=== MATERIAL PROVIDED ===
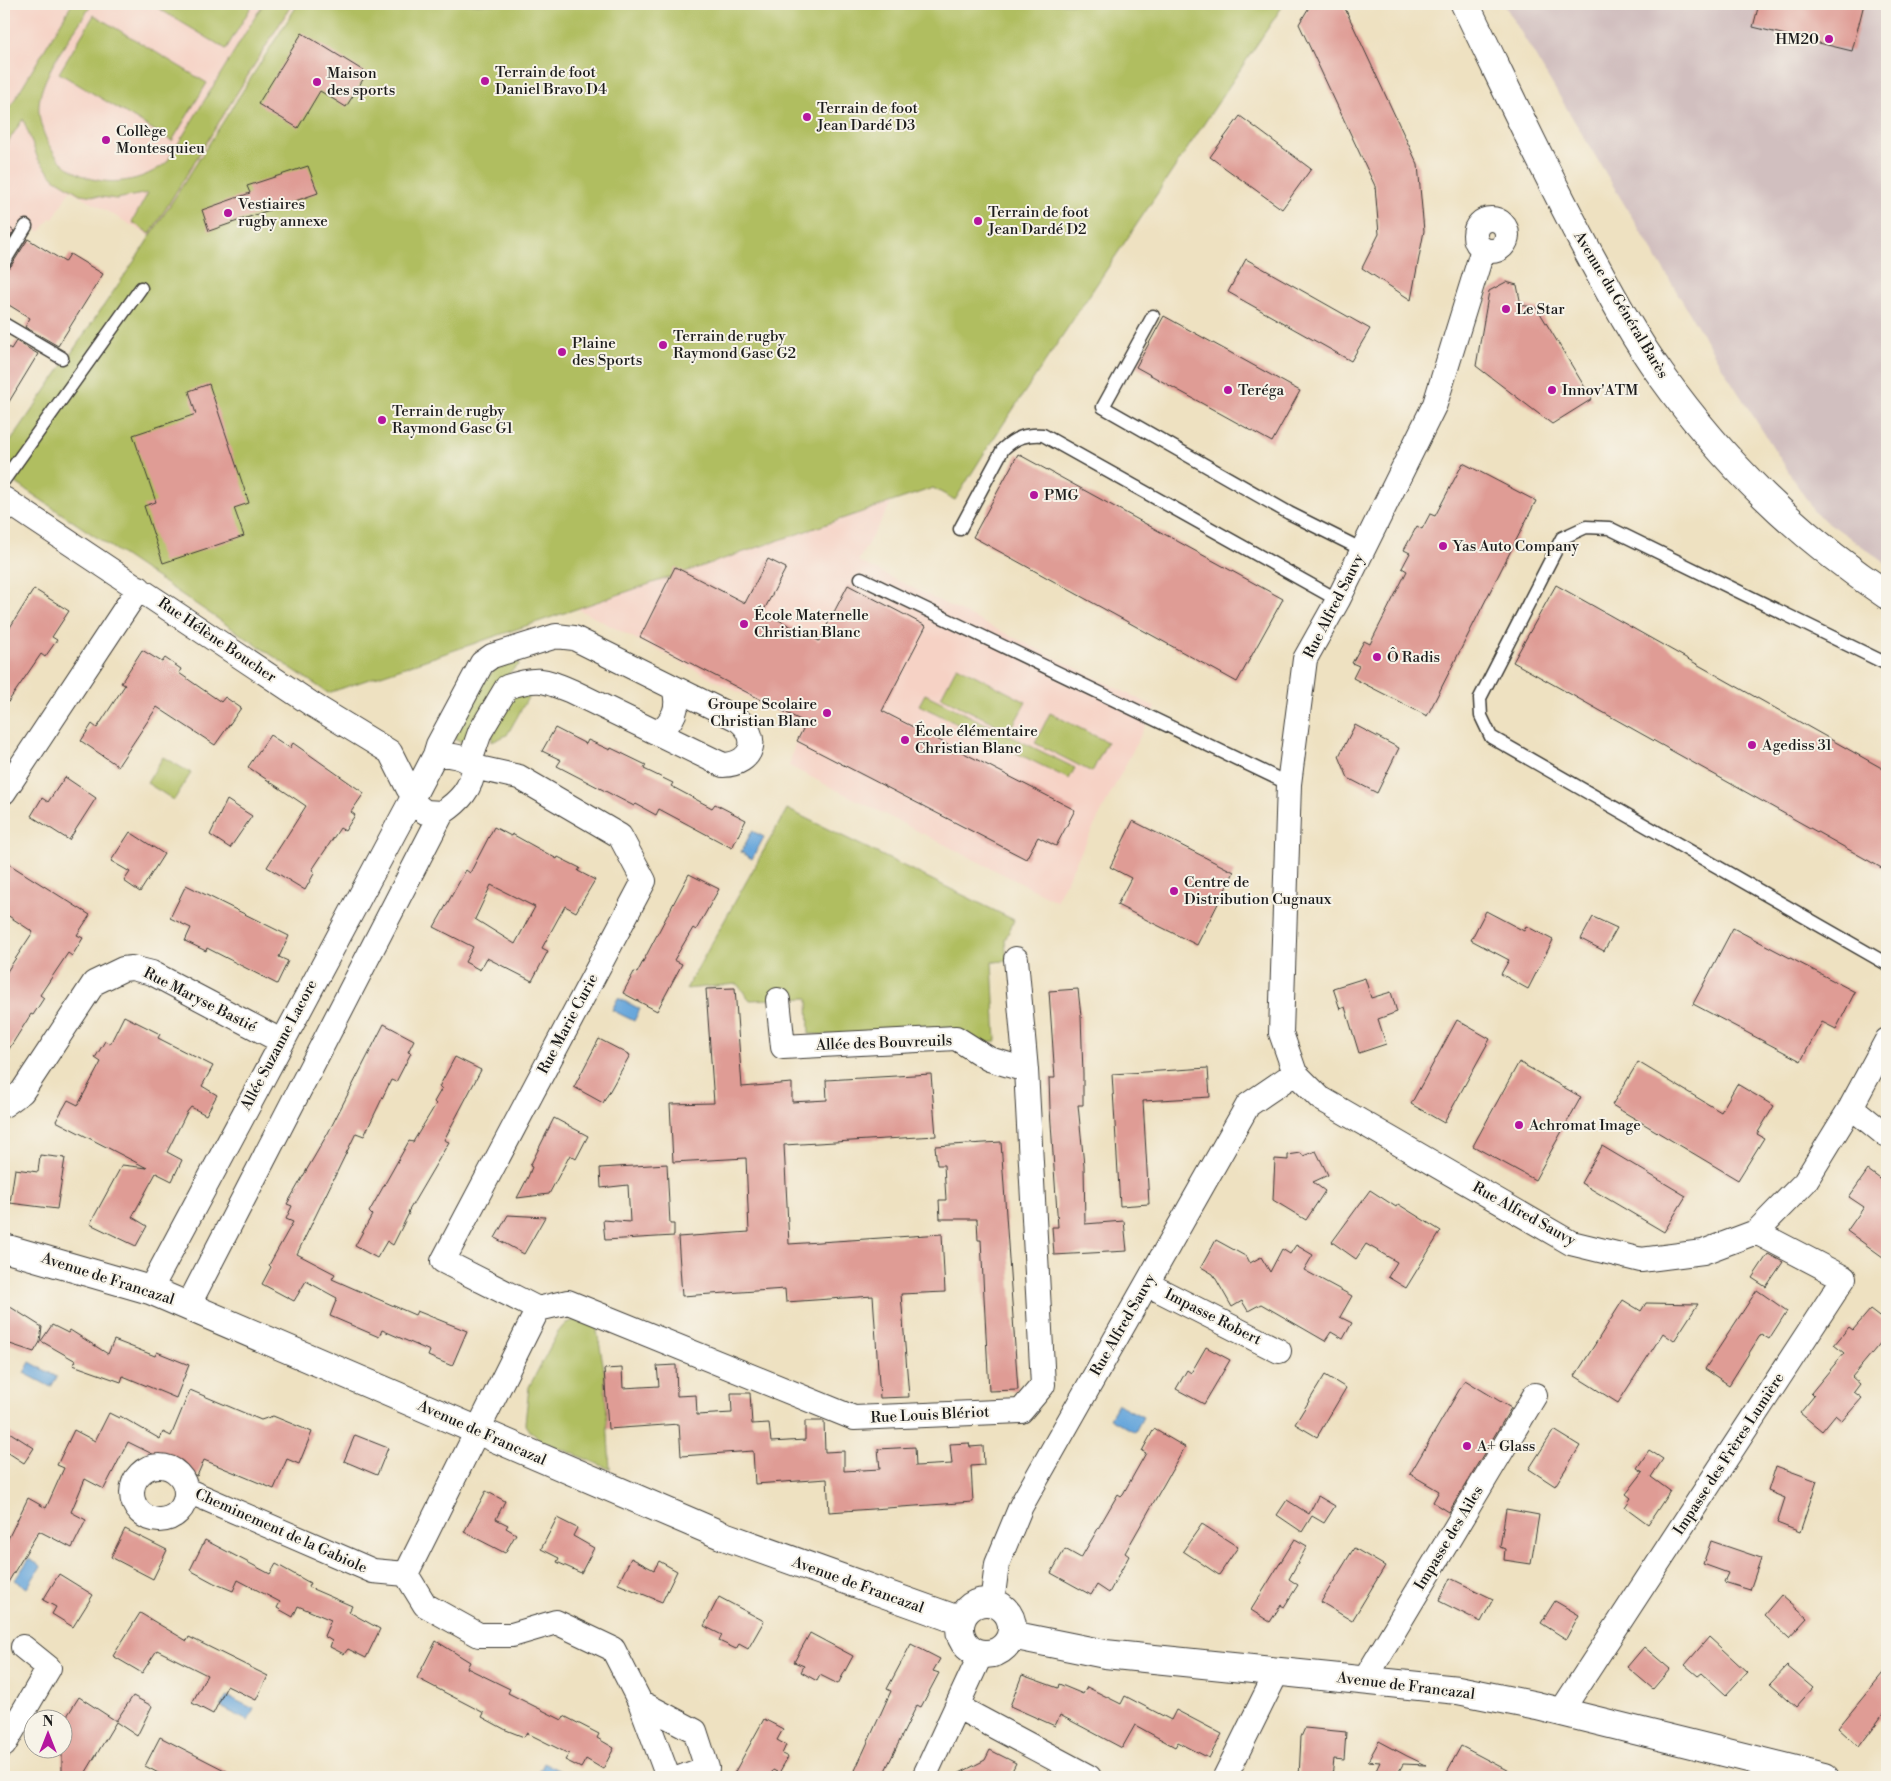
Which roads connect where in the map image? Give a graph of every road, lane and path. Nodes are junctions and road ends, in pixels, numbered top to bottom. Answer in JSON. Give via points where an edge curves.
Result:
{"nodes":[{"id":1,"x":1465,"y":4,"type":"edge"},
{"id":2,"x":26,"y":226,"type":"dead end"},
{"id":3,"x":1483,"y":250,"type":"dead end"},
{"id":4,"x":4,"y":262,"type":"edge"},
{"id":5,"x":140,"y":288,"type":"dead end"},
{"id":6,"x":1153,"y":316,"type":"dead end"},
{"id":7,"x":4,"y":324,"type":"edge"},
{"id":8,"x":62,"y":358,"type":"dead end"},
{"id":9,"x":4,"y":480,"type":"edge"},
{"id":10,"x":4,"y":499,"type":"edge"},
{"id":11,"x":960,"y":529,"type":"dead end"},
{"id":12,"x":1362,"y":550,"type":"junction"},
{"id":13,"x":861,"y":578,"type":"dead end"},
{"id":14,"x":139,"y":588,"type":"junction"},
{"id":15,"x":1887,"y":595,"type":"edge"},
{"id":16,"x":1338,"y":600,"type":"junction"},
{"id":17,"x":1887,"y":664,"type":"edge"},
{"id":18,"x":674,"y":688,"type":"junction"},
{"id":19,"x":658,"y":732,"type":"junction"},
{"id":20,"x":435,"y":755,"type":"junction"},
{"id":21,"x":472,"y":764,"type":"junction"},
{"id":22,"x":1289,"y":784,"type":"junction"},
{"id":23,"x":4,"y":792,"type":"edge"},
{"id":24,"x":412,"y":798,"type":"junction"},
{"id":25,"x":442,"y":813,"type":"junction"},
{"id":26,"x":1016,"y":959,"type":"dead end"},
{"id":27,"x":1887,"y":964,"type":"edge"},
{"id":28,"x":778,"y":1000,"type":"dead end"},
{"id":29,"x":1887,"y":1040,"type":"edge"},
{"id":30,"x":281,"y":1041,"type":"junction"},
{"id":31,"x":1026,"y":1070,"type":"junction"},
{"id":32,"x":1295,"y":1073,"type":"junction"},
{"id":33,"x":4,"y":1105,"type":"edge"},
{"id":34,"x":1851,"y":1107,"type":"junction"},
{"id":35,"x":1887,"y":1136,"type":"edge"},
{"id":36,"x":1756,"y":1232,"type":"junction"},
{"id":37,"x":4,"y":1248,"type":"edge"},
{"id":38,"x":1147,"y":1284,"type":"junction"},
{"id":39,"x":150,"y":1290,"type":"junction"},
{"id":40,"x":188,"y":1306,"type":"junction"},
{"id":41,"x":538,"y":1309,"type":"junction"},
{"id":42,"x":1279,"y":1351,"type":"dead end"},
{"id":43,"x":1535,"y":1395,"type":"dead end"},
{"id":44,"x":477,"y":1431,"type":"junction"},
{"id":45,"x":186,"y":1490,"type":"dead end"},
{"id":46,"x":406,"y":1574,"type":"junction"},
{"id":47,"x":992,"y":1602,"type":"junction"},
{"id":48,"x":961,"y":1621,"type":"junction"},
{"id":49,"x":1011,"y":1635,"type":"junction"},
{"id":50,"x":22,"y":1647,"type":"dead end"},
{"id":51,"x":981,"y":1654,"type":"junction"},
{"id":52,"x":1277,"y":1672,"type":"junction"},
{"id":53,"x":1364,"y":1681,"type":"junction"},
{"id":54,"x":640,"y":1702,"type":"junction"},
{"id":55,"x":958,"y":1707,"type":"junction"},
{"id":56,"x":1560,"y":1713,"type":"junction"},
{"id":57,"x":4,"y":1745,"type":"edge"},
{"id":58,"x":668,"y":1777,"type":"edge"},
{"id":59,"x":682,"y":1777,"type":"edge"},
{"id":60,"x":924,"y":1777,"type":"edge"},
{"id":61,"x":1089,"y":1777,"type":"edge"},
{"id":62,"x":1225,"y":1777,"type":"edge"},
{"id":63,"x":1825,"y":1777,"type":"edge"}],
"edges":[{"from":1,"to":15,"type":"street","name":"Avenue du Général Barès","via":[[1576,229],[1660,374],[1711,441],[1776,509],[1821,548]]},
{"from":2,"to":4,"type":"lane"},
{"from":3,"to":12,"type":"street","name":"Rue Alfred Sauvy","via":[[1435,404]]},
{"from":5,"to":9,"type":"lane"},
{"from":6,"to":12,"type":"lane","via":[[1103,407],[1289,513]]},
{"from":7,"to":8,"type":"lane"},
{"from":10,"to":14,"type":"street","name":"Rue Hélène Boucher"},
{"from":11,"to":16,"type":"lane","via":[[1003,449],[1027,434],[1043,435]]},
{"from":12,"to":16,"type":"street","name":"Rue Alfred Sauvy"},
{"from":13,"to":22,"type":"lane"},
{"from":14,"to":23,"type":"street"},
{"from":14,"to":24,"type":"street","name":"Rue Hélène Boucher","via":[[313,705],[390,752]]},
{"from":16,"to":22,"type":"street","name":"Rue Alfred Sauvy","via":[[1305,659]]},
{"from":17,"to":27,"type":"lane","via":[[1609,528],[1586,527],[1562,538],[1480,698],[1481,716],[1490,737]]},
{"from":18,"to":19,"type":"street","via":[[678,700],[676,713]]},
{"from":18,"to":19,"type":"street","via":[[745,725],[750,732],[750,751],[740,762],[724,765]]},
{"from":18,"to":20,"type":"street","via":[[574,638],[556,636],[492,656],[482,663]]},
{"from":19,"to":21,"type":"street","via":[[564,688],[531,679],[507,687],[480,732]]},
{"from":20,"to":21,"type":"street","via":[[454,756]]},
{"from":20,"to":24,"type":"street"},
{"from":21,"to":25,"type":"street","via":[[473,780],[465,794]]},
{"from":21,"to":41,"type":"street","name":"Rue Marie Curie","via":[[519,777],[620,836],[644,882],[443,1261]]},
{"from":22,"to":32,"type":"street","name":"Rue Alfred Sauvy","via":[[1280,1033]]},
{"from":24,"to":25,"type":"street","via":[[425,812]]},
{"from":24,"to":30,"type":"street","name":"Allée Suzanne Lacore"},
{"from":25,"to":40,"type":"street"},
{"from":26,"to":31,"type":"street","name":"Rue Louis Blériot"},
{"from":28,"to":31,"type":"street","name":"Allée des Bouvreuils","via":[[783,1047],[956,1038],[988,1059]]},
{"from":29,"to":34,"type":"street","name":"Rue Alfred Sauvy"},
{"from":30,"to":33,"type":"street","name":"Rue Maryse Bastié","via":[[152,973],[122,969],[94,984],[22,1092]]},
{"from":30,"to":39,"type":"street","name":"Allée Suzanne Lacore"},
{"from":31,"to":41,"type":"street","name":"Rue Louis Blériot","via":[[1043,1385],[1020,1411],[854,1418],[568,1302]]},
{"from":32,"to":36,"type":"street","name":"Rue Alfred Sauvy","via":[[1320,1098],[1572,1243],[1641,1260],[1703,1252]]},
{"from":32,"to":38,"type":"street","name":"Rue Alfred Sauvy","via":[[1248,1105]]},
{"from":34,"to":35,"type":"street"},
{"from":34,"to":36,"type":"street","name":"Rue Alfred Sauvy","via":[[1805,1182]]},
{"from":36,"to":56,"type":"street","name":"Impasse des Frères Lumière","via":[[1844,1278]]},
{"from":37,"to":39,"type":"street","name":"Avenue de Francazal"},
{"from":38,"to":42,"type":"street","name":"Impasse Robert"},
{"from":38,"to":47,"type":"street","name":"Rue Alfred Sauvy","via":[[1021,1506],[997,1564]]},
{"from":39,"to":40,"type":"street","name":"Avenue de Francazal"},
{"from":40,"to":44,"type":"street","name":"Avenue de Francazal"},
{"from":41,"to":44,"type":"street"},
{"from":43,"to":53,"type":"street","name":"Impasse des Ailes"},
{"from":44,"to":46,"type":"street"},
{"from":44,"to":48,"type":"street","name":"Avenue de Francazal","via":[[721,1535]]},
{"from":45,"to":46,"type":"street","name":"Cheminement de la Gabiole","via":[[373,1572]]},
{"from":46,"to":54,"type":"street","via":[[425,1605],[479,1635],[512,1635],[556,1622],[613,1649]]},
{"from":47,"to":48,"type":"street","via":[[980,1602],[970,1607]]},
{"from":47,"to":49,"type":"street","via":[[1007,1612],[1012,1623]]},
{"from":48,"to":51,"type":"street","via":[[964,1642]]},
{"from":49,"to":51,"type":"street","via":[[1002,1649]]},
{"from":49,"to":52,"type":"street","name":"Avenue de Francazal","via":[[1105,1654]]},
{"from":50,"to":57,"type":"street","via":[[49,1668]]},
{"from":51,"to":55,"type":"street"},
{"from":52,"to":53,"type":"street","name":"Avenue de Francazal"},
{"from":52,"to":62,"type":"street"},
{"from":53,"to":56,"type":"street","name":"Avenue de Francazal","via":[[1458,1690]]},
{"from":54,"to":58,"type":"street"},
{"from":54,"to":59,"type":"street","via":[[696,1731],[707,1768]]},
{"from":55,"to":60,"type":"street"},
{"from":55,"to":61,"type":"street"},
{"from":56,"to":63,"type":"street","name":"Avenue de Francazal"}]}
===
- **TASK TO CARRY OUT**
Copy out each line of the entries above that holds "Lacore".

- **SOLUTION TO THIS PROBLEM**
{"from":24,"to":30,"type":"street","name":"Allée Suzanne Lacore"},
{"from":30,"to":39,"type":"street","name":"Allée Suzanne Lacore"},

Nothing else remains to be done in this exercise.